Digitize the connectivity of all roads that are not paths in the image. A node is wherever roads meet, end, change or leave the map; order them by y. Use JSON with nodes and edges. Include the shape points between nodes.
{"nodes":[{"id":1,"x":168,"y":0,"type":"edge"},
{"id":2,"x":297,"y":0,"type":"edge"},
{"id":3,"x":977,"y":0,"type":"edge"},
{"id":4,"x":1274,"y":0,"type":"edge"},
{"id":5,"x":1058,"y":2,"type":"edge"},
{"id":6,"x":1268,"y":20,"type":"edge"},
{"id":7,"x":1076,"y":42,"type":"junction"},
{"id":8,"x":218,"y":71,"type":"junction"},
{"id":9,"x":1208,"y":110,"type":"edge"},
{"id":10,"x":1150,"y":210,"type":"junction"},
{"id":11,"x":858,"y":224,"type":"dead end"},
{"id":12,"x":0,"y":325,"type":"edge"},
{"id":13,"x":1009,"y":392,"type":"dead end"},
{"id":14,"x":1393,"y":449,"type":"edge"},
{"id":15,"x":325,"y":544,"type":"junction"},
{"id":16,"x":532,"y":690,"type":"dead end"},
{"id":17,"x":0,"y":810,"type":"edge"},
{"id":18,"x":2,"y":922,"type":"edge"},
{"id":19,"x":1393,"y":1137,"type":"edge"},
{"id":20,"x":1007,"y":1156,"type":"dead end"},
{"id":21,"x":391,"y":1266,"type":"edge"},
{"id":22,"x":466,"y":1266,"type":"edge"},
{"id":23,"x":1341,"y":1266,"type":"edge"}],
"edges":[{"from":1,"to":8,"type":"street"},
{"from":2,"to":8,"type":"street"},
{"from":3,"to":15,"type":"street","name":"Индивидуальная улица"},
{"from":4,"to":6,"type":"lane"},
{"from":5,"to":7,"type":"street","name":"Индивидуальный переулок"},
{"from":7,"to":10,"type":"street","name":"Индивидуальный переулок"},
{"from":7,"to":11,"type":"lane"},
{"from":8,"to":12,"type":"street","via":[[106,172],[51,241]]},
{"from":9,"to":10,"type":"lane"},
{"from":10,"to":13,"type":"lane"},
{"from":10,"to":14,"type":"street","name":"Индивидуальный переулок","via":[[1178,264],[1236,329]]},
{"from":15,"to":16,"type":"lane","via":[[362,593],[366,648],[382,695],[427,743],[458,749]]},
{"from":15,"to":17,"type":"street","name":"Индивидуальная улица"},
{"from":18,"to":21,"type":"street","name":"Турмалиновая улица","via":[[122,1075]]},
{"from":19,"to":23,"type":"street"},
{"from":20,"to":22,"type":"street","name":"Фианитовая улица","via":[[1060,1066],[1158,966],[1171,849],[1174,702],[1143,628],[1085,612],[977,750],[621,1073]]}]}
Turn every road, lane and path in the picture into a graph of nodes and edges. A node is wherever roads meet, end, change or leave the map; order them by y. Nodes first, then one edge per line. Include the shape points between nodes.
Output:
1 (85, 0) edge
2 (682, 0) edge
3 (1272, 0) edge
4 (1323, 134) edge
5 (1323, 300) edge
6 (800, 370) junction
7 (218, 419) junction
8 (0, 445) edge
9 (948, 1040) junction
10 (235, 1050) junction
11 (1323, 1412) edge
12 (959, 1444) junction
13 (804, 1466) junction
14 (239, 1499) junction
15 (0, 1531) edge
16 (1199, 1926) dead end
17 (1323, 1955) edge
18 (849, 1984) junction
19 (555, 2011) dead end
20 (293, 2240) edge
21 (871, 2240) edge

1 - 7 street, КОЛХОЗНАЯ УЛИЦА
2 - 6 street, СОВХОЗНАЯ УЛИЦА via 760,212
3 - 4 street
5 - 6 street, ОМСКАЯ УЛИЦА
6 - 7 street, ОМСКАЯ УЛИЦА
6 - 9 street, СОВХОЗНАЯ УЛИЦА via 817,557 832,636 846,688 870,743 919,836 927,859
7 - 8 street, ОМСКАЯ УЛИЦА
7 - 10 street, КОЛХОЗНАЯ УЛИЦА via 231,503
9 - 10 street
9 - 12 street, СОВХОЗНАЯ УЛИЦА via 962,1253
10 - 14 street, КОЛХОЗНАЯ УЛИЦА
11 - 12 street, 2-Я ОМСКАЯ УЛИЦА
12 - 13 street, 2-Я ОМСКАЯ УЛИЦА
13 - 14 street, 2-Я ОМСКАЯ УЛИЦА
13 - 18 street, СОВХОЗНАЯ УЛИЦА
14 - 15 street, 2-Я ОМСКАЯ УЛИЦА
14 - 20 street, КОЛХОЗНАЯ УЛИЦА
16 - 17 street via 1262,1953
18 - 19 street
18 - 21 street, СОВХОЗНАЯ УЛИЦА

· · ·

# [Task instructions]
Copy out all of the records, keeping every line identical.

# [Solution to this task]
Digitize the connectivity of all roads that are not paths in the image. A node is wherever roads meet, end, change or leave the map; order them by y. Use JSON with nodes and edges. Include the shape points between nodes.
{"nodes":[{"id":1,"x":168,"y":0,"type":"edge"},
{"id":2,"x":297,"y":0,"type":"edge"},
{"id":3,"x":977,"y":0,"type":"edge"},
{"id":4,"x":1274,"y":0,"type":"edge"},
{"id":5,"x":1058,"y":2,"type":"edge"},
{"id":6,"x":1268,"y":20,"type":"edge"},
{"id":7,"x":1076,"y":42,"type":"junction"},
{"id":8,"x":218,"y":71,"type":"junction"},
{"id":9,"x":1208,"y":110,"type":"edge"},
{"id":10,"x":1150,"y":210,"type":"junction"},
{"id":11,"x":858,"y":224,"type":"dead end"},
{"id":12,"x":0,"y":325,"type":"edge"},
{"id":13,"x":1009,"y":392,"type":"dead end"},
{"id":14,"x":1393,"y":449,"type":"edge"},
{"id":15,"x":325,"y":544,"type":"junction"},
{"id":16,"x":532,"y":690,"type":"dead end"},
{"id":17,"x":0,"y":810,"type":"edge"},
{"id":18,"x":2,"y":922,"type":"edge"},
{"id":19,"x":1393,"y":1137,"type":"edge"},
{"id":20,"x":1007,"y":1156,"type":"dead end"},
{"id":21,"x":391,"y":1266,"type":"edge"},
{"id":22,"x":466,"y":1266,"type":"edge"},
{"id":23,"x":1341,"y":1266,"type":"edge"}],
"edges":[{"from":1,"to":8,"type":"street"},
{"from":2,"to":8,"type":"street"},
{"from":3,"to":15,"type":"street","name":"Индивидуальная улица"},
{"from":4,"to":6,"type":"lane"},
{"from":5,"to":7,"type":"street","name":"Индивидуальный переулок"},
{"from":7,"to":10,"type":"street","name":"Индивидуальный переулок"},
{"from":7,"to":11,"type":"lane"},
{"from":8,"to":12,"type":"street","via":[[106,172],[51,241]]},
{"from":9,"to":10,"type":"lane"},
{"from":10,"to":13,"type":"lane"},
{"from":10,"to":14,"type":"street","name":"Индивидуальный переулок","via":[[1178,264],[1236,329]]},
{"from":15,"to":16,"type":"lane","via":[[362,593],[366,648],[382,695],[427,743],[458,749]]},
{"from":15,"to":17,"type":"street","name":"Индивидуальная улица"},
{"from":18,"to":21,"type":"street","name":"Турмалиновая улица","via":[[122,1075]]},
{"from":19,"to":23,"type":"street"},
{"from":20,"to":22,"type":"street","name":"Фианитовая улица","via":[[1060,1066],[1158,966],[1171,849],[1174,702],[1143,628],[1085,612],[977,750],[621,1073]]}]}
Turn every road, lane and path in the picture into a graph of nodes and edges. A node is wherever roads meet, end, change or leave the map; order them by y. Nodes first, then one edge per line. Include the shape points between nodes.
Output:
1 (85, 0) edge
2 (682, 0) edge
3 (1272, 0) edge
4 (1323, 134) edge
5 (1323, 300) edge
6 (800, 370) junction
7 (218, 419) junction
8 (0, 445) edge
9 (948, 1040) junction
10 (235, 1050) junction
11 (1323, 1412) edge
12 (959, 1444) junction
13 (804, 1466) junction
14 (239, 1499) junction
15 (0, 1531) edge
16 (1199, 1926) dead end
17 (1323, 1955) edge
18 (849, 1984) junction
19 (555, 2011) dead end
20 (293, 2240) edge
21 (871, 2240) edge

1 - 7 street, КОЛХОЗНАЯ УЛИЦА
2 - 6 street, СОВХОЗНАЯ УЛИЦА via 760,212
3 - 4 street
5 - 6 street, ОМСКАЯ УЛИЦА
6 - 7 street, ОМСКАЯ УЛИЦА
6 - 9 street, СОВХОЗНАЯ УЛИЦА via 817,557 832,636 846,688 870,743 919,836 927,859
7 - 8 street, ОМСКАЯ УЛИЦА
7 - 10 street, КОЛХОЗНАЯ УЛИЦА via 231,503
9 - 10 street
9 - 12 street, СОВХОЗНАЯ УЛИЦА via 962,1253
10 - 14 street, КОЛХОЗНАЯ УЛИЦА
11 - 12 street, 2-Я ОМСКАЯ УЛИЦА
12 - 13 street, 2-Я ОМСКАЯ УЛИЦА
13 - 14 street, 2-Я ОМСКАЯ УЛИЦА
13 - 18 street, СОВХОЗНАЯ УЛИЦА
14 - 15 street, 2-Я ОМСКАЯ УЛИЦА
14 - 20 street, КОЛХОЗНАЯ УЛИЦА
16 - 17 street via 1262,1953
18 - 19 street
18 - 21 street, СОВХОЗНАЯ УЛИЦА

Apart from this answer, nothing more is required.